Friday, November 21, 2008

Controversia: Teaching Chicano/a Lit

Can teaching Chicano/a lit empower students?


When I corresponded with Professor Frederick Luis Aldama at Ohio State about his perspective with regards to pedagogy, he pointed me in the direction of his book Brown on Brown.

In the conclusion, Aldama touches on relationships of pedagogy and power in the classroom when he writes:

"If authority is everywhere, the it is nowhere. There must be an identifiable center of authority in the classroom that provides useful limits and rules as required by its respective disciplinary methodological contours for students to learn and become independent thinkers...


"And to suggest that power in the classroom is everywhere follows a belief that power is everywhere.
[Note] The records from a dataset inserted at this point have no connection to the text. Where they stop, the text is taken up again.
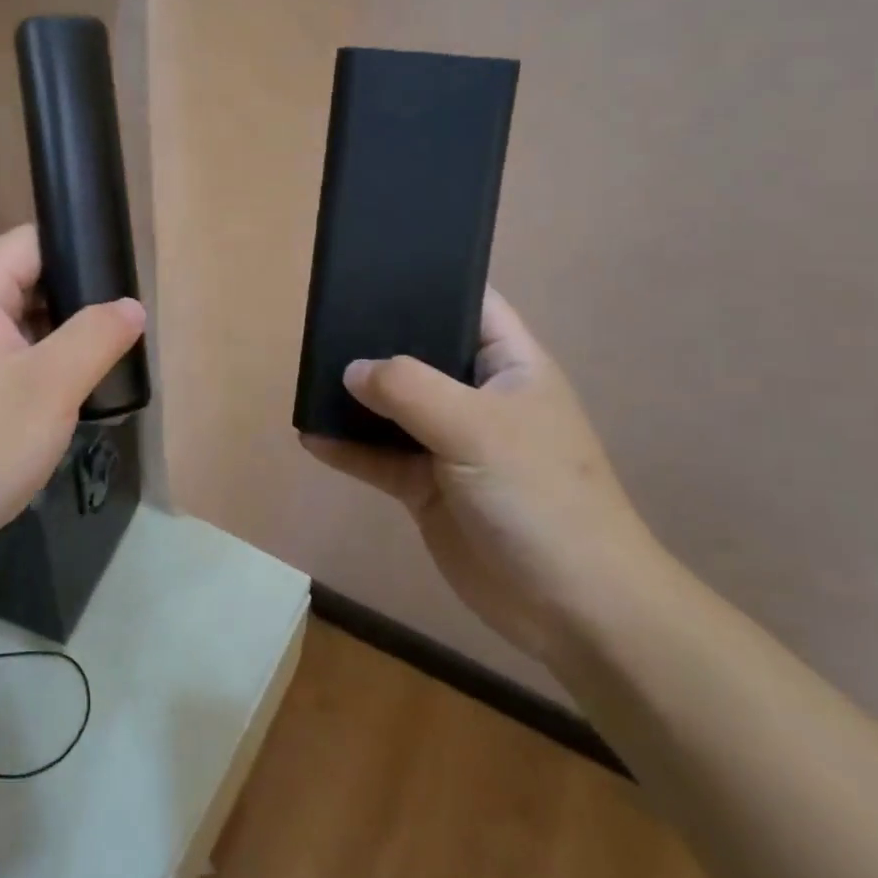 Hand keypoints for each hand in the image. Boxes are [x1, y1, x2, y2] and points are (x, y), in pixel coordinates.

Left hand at [0, 225, 143, 701]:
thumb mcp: (52, 385)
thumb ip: (97, 335)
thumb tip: (132, 305)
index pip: (28, 241)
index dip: (76, 245)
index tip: (123, 269)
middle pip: (27, 281)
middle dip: (78, 295)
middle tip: (127, 319)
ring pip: (23, 325)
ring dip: (64, 335)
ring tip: (112, 352)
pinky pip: (12, 361)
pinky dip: (45, 366)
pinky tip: (76, 389)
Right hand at [301, 289, 656, 663]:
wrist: (571, 608)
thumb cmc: (540, 496)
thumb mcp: (478, 428)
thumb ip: (410, 389)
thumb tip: (351, 369)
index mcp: (509, 365)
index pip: (470, 303)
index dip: (429, 282)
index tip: (373, 270)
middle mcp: (477, 396)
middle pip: (420, 353)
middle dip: (375, 341)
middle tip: (321, 322)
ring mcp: (450, 443)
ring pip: (393, 408)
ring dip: (354, 398)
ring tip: (306, 376)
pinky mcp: (427, 487)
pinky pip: (379, 458)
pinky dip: (348, 449)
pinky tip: (310, 437) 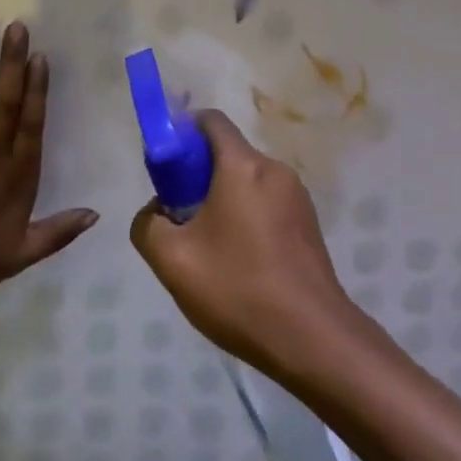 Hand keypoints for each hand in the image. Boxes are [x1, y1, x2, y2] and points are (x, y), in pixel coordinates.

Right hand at [129, 110, 354, 375]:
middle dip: (196, 178)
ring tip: (208, 253)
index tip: (164, 168)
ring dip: (220, 203)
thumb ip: (147, 224)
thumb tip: (157, 212)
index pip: (209, 120)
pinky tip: (238, 266)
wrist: (312, 340)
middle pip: (226, 155)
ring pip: (246, 184)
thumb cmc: (238, 289)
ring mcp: (298, 198)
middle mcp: (275, 170)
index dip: (180, 132)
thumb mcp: (171, 260)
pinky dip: (245, 220)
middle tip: (179, 221)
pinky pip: (266, 206)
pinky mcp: (309, 225)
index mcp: (243, 166) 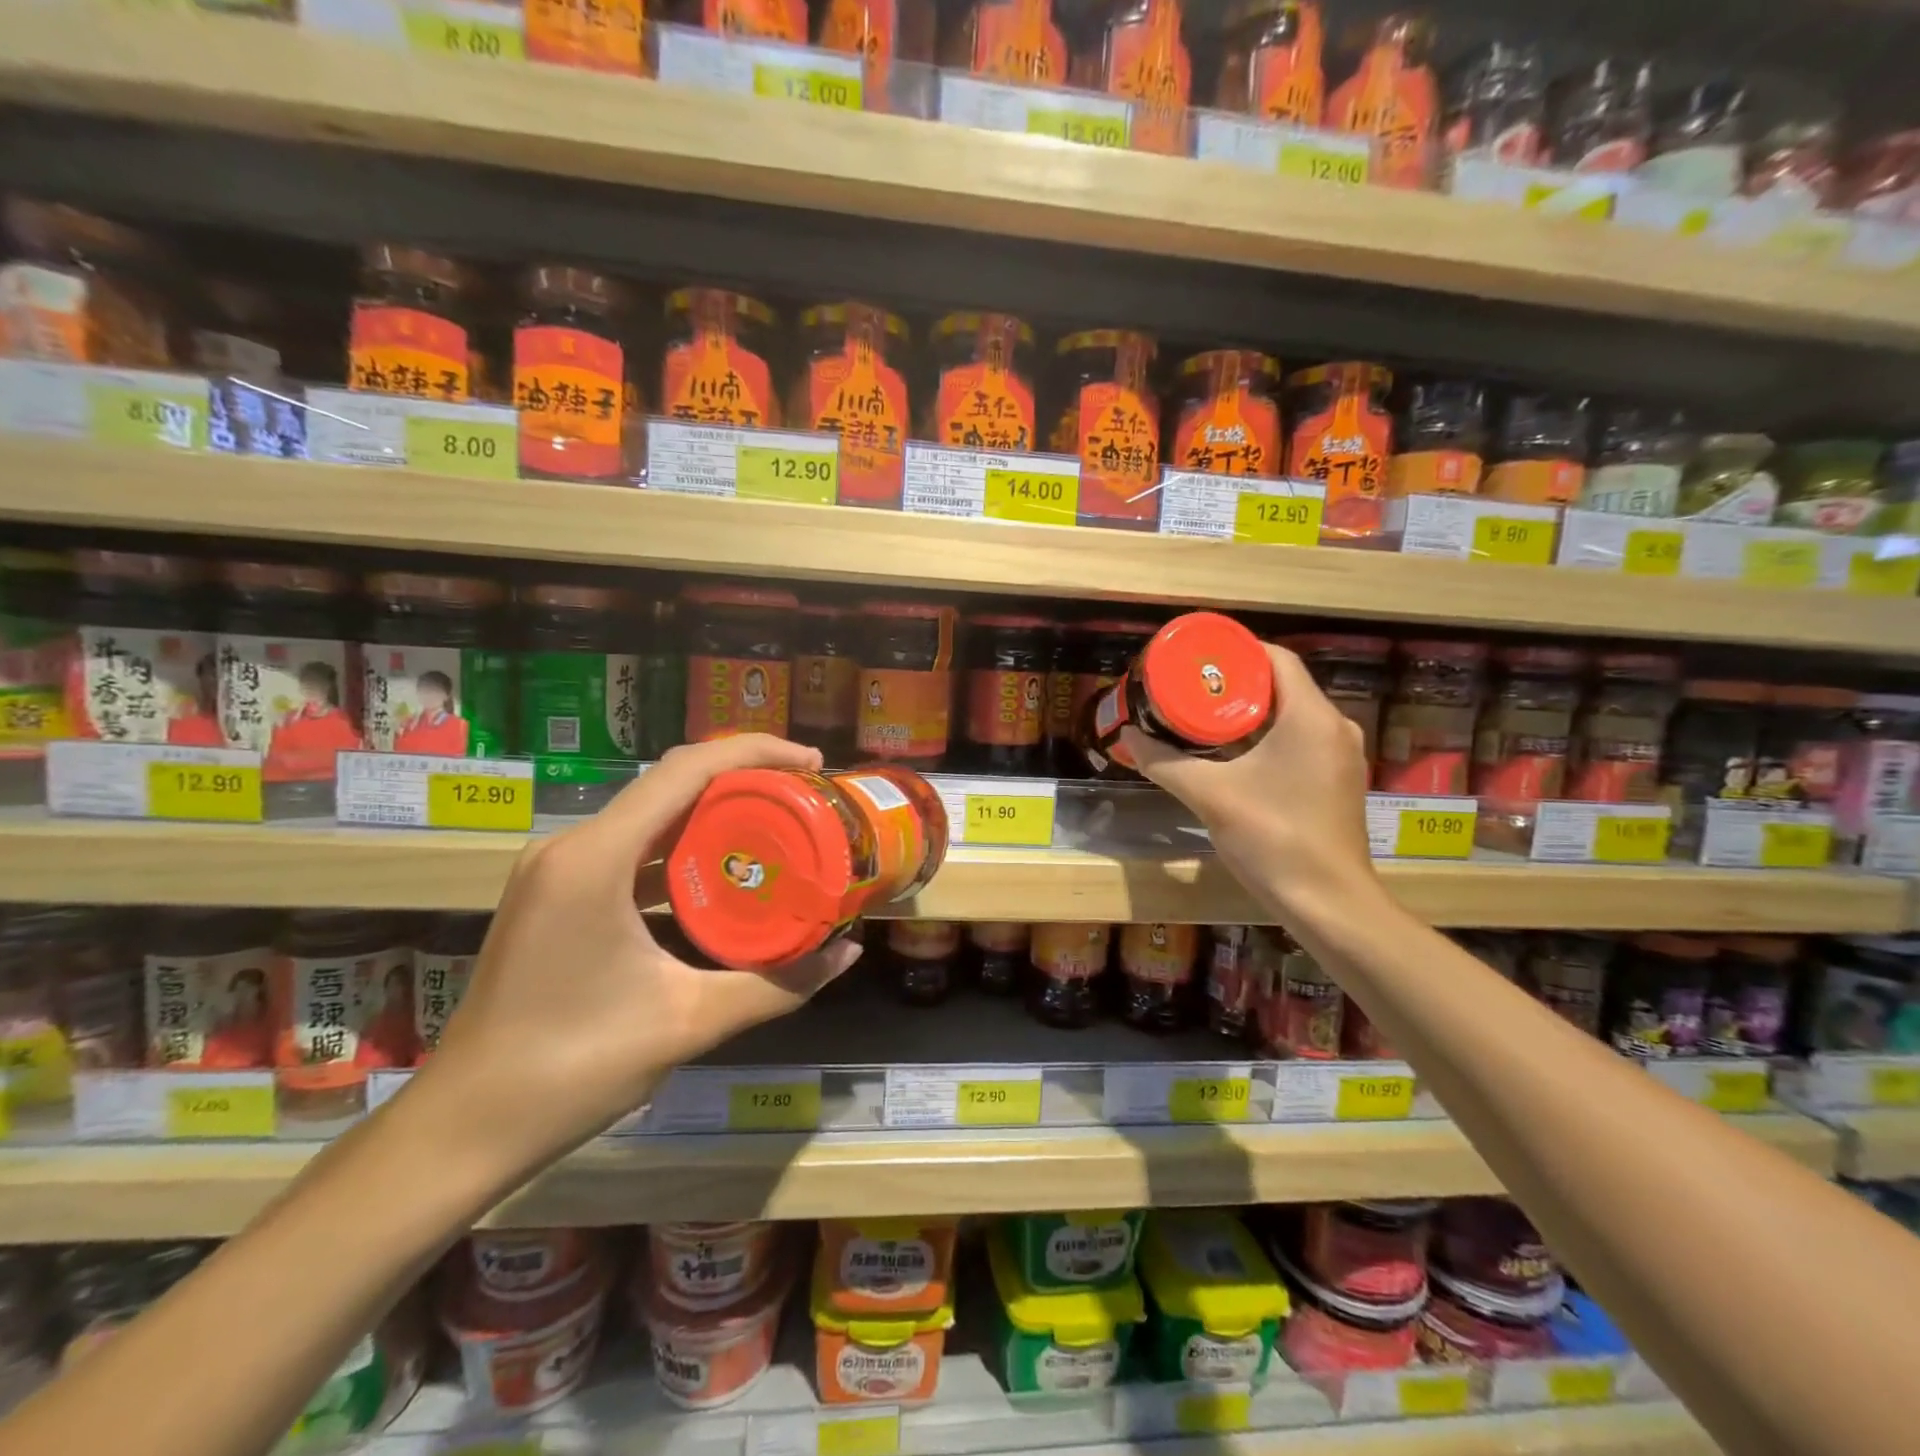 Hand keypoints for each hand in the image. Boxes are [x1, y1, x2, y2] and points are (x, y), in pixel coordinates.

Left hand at [413, 735, 859, 1176]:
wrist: (464, 1128)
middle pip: (671, 784)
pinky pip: (632, 849)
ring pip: (652, 815)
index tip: (811, 763)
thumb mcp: (689, 1021)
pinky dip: (683, 849)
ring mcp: (558, 869)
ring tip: (778, 825)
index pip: (685, 770)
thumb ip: (777, 984)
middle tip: (806, 796)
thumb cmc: (572, 1069)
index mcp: (595, 858)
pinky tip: (723, 871)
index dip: (754, 752)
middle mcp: (572, 846)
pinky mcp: (557, 894)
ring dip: (714, 813)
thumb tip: (847, 952)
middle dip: (743, 779)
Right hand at [1120, 643, 1378, 916]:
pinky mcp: (1337, 782)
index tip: (1197, 659)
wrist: (1328, 903)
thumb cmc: (1273, 838)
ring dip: (1250, 713)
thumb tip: (1128, 736)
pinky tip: (1233, 754)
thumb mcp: (1210, 795)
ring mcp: (1340, 756)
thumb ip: (1166, 762)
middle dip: (1235, 684)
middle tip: (1190, 688)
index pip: (1276, 658)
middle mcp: (1334, 727)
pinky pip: (1300, 741)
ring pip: (1291, 716)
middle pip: (1282, 686)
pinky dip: (1266, 737)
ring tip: (1203, 716)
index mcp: (1310, 717)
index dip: (1236, 651) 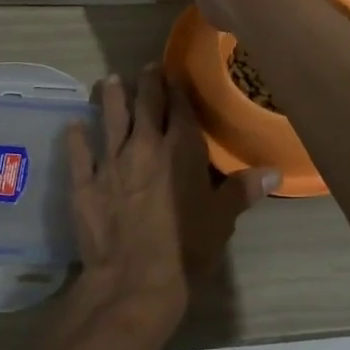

This is necessary, of course, if one believes that we can enact resistance and political intervention through language and cultural phenomena...Perhaps the best way for us to further democratic goals is to encourage the learning of methods that can verify facts to build our understanding not just of Chicano/a literature and film but of the world we inhabit" (Aldama 145-146).


Aldama brings up the fact that we can hardly circumvent a hierarchy, in which we are a part. The term "empowerment" can be often-times overused, but it could be worth noting that we empower students to take part in democratic processes that don't readily lend themselves to the classroom.